- _DIRECTIONS_: In your answer, copy every entry that follows exactly.
***** DATA SHOWN *****
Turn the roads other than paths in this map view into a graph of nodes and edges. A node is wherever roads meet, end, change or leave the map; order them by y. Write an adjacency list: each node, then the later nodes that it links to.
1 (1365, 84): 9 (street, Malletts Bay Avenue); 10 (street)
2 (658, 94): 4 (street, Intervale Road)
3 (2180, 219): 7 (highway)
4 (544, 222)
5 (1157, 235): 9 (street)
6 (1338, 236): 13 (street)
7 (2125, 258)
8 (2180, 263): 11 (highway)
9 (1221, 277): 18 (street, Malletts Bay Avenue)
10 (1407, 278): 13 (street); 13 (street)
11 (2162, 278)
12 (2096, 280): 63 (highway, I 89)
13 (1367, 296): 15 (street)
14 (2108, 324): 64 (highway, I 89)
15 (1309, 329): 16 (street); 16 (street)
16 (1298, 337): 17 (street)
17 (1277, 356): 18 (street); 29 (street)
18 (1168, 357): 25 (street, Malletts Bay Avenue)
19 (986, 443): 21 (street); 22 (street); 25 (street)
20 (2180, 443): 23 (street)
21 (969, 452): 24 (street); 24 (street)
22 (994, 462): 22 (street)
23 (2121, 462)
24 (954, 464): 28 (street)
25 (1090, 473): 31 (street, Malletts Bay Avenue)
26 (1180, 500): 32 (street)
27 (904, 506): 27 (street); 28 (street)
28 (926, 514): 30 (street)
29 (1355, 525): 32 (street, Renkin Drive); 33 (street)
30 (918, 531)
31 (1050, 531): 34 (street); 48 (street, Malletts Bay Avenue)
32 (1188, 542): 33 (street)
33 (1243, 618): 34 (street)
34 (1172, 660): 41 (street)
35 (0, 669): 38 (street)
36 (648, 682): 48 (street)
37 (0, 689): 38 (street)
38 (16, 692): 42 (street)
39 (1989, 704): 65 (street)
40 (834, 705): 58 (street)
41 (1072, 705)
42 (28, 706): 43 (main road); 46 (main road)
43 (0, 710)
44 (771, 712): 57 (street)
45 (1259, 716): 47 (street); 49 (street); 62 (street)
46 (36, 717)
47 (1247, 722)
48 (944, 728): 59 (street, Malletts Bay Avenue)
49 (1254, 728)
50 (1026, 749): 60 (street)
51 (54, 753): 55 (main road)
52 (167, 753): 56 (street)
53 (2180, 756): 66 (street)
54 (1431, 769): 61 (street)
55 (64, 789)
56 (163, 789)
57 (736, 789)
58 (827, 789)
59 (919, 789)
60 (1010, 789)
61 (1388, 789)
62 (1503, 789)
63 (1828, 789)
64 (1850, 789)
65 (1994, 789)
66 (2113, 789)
*****
- _THE ANSWER_:
Turn the roads other than paths in this map view into a graph of nodes and edges. A node is wherever roads meet, end, change or leave the map; order them by y. Write an adjacency list: each node, then the later nodes that it links to.
1 (1365, 84): 9 (street, Malletts Bay Avenue); 10 (street)
2 (658, 94): 4 (street, Intervale Road)
3 (2180, 219): 7 (highway)
4 (544, 222)
5 (1157, 235): 9 (street)
6 (1338, 236): 13 (street)
7 (2125, 258)
8 (2180, 263): 11 (highway)
9 (1221, 277): 18 (street, Malletts Bay Avenue)
10 (1407, 278): 13 (street); 13 (street)
11 (2162, 278)
12 (2096, 280): 63 (highway, I 89)
13 (1367, 296): 15 (street)
14 (2108, 324): 64 (highway, I 89)
15 (1309, 329): 16 (street); 16 (street)
16 (1298, 337): 17 (street)
17 (1277, 356): 18 (street); 29 (street)
18 (1168, 357): 25 (street, Malletts Bay Avenue)
19 (986, 443): 21 (street); 22 (street); 25 (street)
20 (2180, 443): 23 (street)
21 (969, 452): 24 (street); 24 (street)
22 (994, 462): 22 (street)
23 (2121, 462)
24 (954, 464): 28 (street)
25 (1090, 473): 31 (street, Malletts Bay Avenue)
26 (1180, 500): 32 (street)
27 (904, 506): 27 (street); 28 (street)
28 (926, 514): 30 (street)
29 (1355, 525): 32 (street, Renkin Drive); 33 (street)
30 (918, 531)
31 (1050, 531): 34 (street); 48 (street, Malletts Bay Avenue)
32 (1188, 542): 33 (street)
33 (1243, 618): 34 (street)
34 (1172, 660): 41 (street)
35 (0, 669): 38 (street)
36 (648, 682): 48 (street)
37 (0, 689): 38 (street)
38 (16, 692): 42 (street)
39 (1989, 704): 65 (street)
40 (834, 705): 58 (street)
41 (1072, 705)
42 (28, 706): 43 (main road); 46 (main road)
43 (0, 710)
44 (771, 712): 57 (street)
45 (1259, 716): 47 (street); 49 (street); 62 (street)
46 (36, 717)
47 (1247, 722)
48 (944, 728): 59 (street, Malletts Bay Avenue)
49 (1254, 728)
50 (1026, 749): 60 (street)
51 (54, 753): 55 (main road)
52 (167, 753): 56 (street)
53 (2180, 756): 66 (street)
54 (1431, 769): 61 (street)
55 (64, 789)
56 (163, 789)
57 (736, 789)
58 (827, 789)
59 (919, 789)
60 (1010, 789)
61 (1388, 789)
62 (1503, 789)
63 (1828, 789)
64 (1850, 789)
65 (1994, 789)
66 (2113, 789)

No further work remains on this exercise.